Updated

Costa Rica will suspend visas to Cuban migrants trying to head north to the U.S. after yet another failure Friday to broker a deal with neighbors that would create a corridor through Central America allowing them to pass.

The visas will stop as of Saturday, President Luis Guillermo Solis said after returning from a meeting of the regional Central American Integration System in El Salvador.

Costa Rica also suspended its participation in the group to protest the lack of help from its neighbors in dealing with Cubans stranded within its borders.

The country has nearly 6,000 Cuban migrants, many stuck in makeshift shelters, since Nicaragua refused in mid-November to let them pass through its territory on their way north toward the United States. Some 2,000 more at the Panama border will be the last to get visas, said Kattia Rodríguez, Costa Rica's migration director.

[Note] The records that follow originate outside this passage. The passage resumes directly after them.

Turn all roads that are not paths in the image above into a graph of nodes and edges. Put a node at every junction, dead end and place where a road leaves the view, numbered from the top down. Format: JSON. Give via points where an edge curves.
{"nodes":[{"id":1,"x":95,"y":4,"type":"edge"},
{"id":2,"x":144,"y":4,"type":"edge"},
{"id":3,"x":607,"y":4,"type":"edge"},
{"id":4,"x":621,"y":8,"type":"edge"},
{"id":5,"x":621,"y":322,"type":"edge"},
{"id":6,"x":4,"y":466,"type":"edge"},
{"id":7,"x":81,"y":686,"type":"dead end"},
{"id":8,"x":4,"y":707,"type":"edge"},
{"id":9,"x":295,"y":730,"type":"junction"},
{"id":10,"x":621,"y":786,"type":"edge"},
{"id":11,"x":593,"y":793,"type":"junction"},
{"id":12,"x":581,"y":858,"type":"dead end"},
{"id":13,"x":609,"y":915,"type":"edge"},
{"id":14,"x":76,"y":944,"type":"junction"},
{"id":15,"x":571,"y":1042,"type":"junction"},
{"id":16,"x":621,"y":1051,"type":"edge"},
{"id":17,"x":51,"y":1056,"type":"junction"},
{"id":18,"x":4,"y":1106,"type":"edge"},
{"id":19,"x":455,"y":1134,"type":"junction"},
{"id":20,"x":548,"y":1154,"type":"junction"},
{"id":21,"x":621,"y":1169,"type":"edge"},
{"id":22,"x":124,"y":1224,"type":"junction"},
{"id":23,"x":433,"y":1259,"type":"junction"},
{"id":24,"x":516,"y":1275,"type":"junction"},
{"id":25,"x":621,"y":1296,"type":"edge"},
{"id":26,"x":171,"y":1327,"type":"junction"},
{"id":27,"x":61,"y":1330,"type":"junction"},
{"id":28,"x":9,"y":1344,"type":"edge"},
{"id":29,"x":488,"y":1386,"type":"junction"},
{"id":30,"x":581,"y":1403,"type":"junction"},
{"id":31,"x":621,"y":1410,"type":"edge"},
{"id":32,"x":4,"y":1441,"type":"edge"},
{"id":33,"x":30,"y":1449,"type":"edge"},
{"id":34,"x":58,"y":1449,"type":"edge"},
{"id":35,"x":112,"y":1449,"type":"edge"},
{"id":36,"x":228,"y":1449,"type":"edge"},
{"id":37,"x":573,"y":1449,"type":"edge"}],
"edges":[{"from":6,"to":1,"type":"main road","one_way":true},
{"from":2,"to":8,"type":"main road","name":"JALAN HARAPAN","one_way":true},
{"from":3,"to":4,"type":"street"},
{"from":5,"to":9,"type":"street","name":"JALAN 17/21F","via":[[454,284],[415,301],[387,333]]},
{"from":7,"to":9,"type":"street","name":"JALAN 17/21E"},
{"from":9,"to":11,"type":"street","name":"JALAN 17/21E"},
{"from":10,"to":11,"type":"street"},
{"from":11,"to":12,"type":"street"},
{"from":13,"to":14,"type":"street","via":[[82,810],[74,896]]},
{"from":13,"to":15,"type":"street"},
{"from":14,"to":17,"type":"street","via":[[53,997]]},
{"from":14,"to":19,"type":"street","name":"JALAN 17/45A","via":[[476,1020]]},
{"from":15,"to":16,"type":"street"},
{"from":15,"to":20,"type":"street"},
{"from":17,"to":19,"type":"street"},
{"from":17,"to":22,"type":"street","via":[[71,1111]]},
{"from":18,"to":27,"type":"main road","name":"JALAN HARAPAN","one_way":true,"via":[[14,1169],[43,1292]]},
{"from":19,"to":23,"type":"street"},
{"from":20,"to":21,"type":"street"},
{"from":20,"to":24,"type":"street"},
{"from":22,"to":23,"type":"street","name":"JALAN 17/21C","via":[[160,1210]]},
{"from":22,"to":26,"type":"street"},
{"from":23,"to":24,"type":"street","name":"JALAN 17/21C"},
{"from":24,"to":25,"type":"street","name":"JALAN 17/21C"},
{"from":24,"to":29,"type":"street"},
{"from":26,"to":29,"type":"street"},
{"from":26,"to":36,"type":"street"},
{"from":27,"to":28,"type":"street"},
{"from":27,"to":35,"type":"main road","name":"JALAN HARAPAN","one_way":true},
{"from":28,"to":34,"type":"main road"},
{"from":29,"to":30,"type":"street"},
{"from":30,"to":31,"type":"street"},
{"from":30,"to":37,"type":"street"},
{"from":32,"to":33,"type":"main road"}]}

"Please do not come to Costa Rican territory. If you do, you will be deported," Solis said, lamenting that the country had to make the decision after Belize, Guatemala and Nicaragua failed to help come up with a solution.

More On This...

Thousands of Cubans are migrating through Central America in fear that warming U.S.-Cuban relations could end their special immigration privileges in the United States.

Costa Rica brought up the topic at the trade meeting of Central America's leaders in El Salvador, and Solis spoke later in the day from San José. He said his government will suspend participation in the group.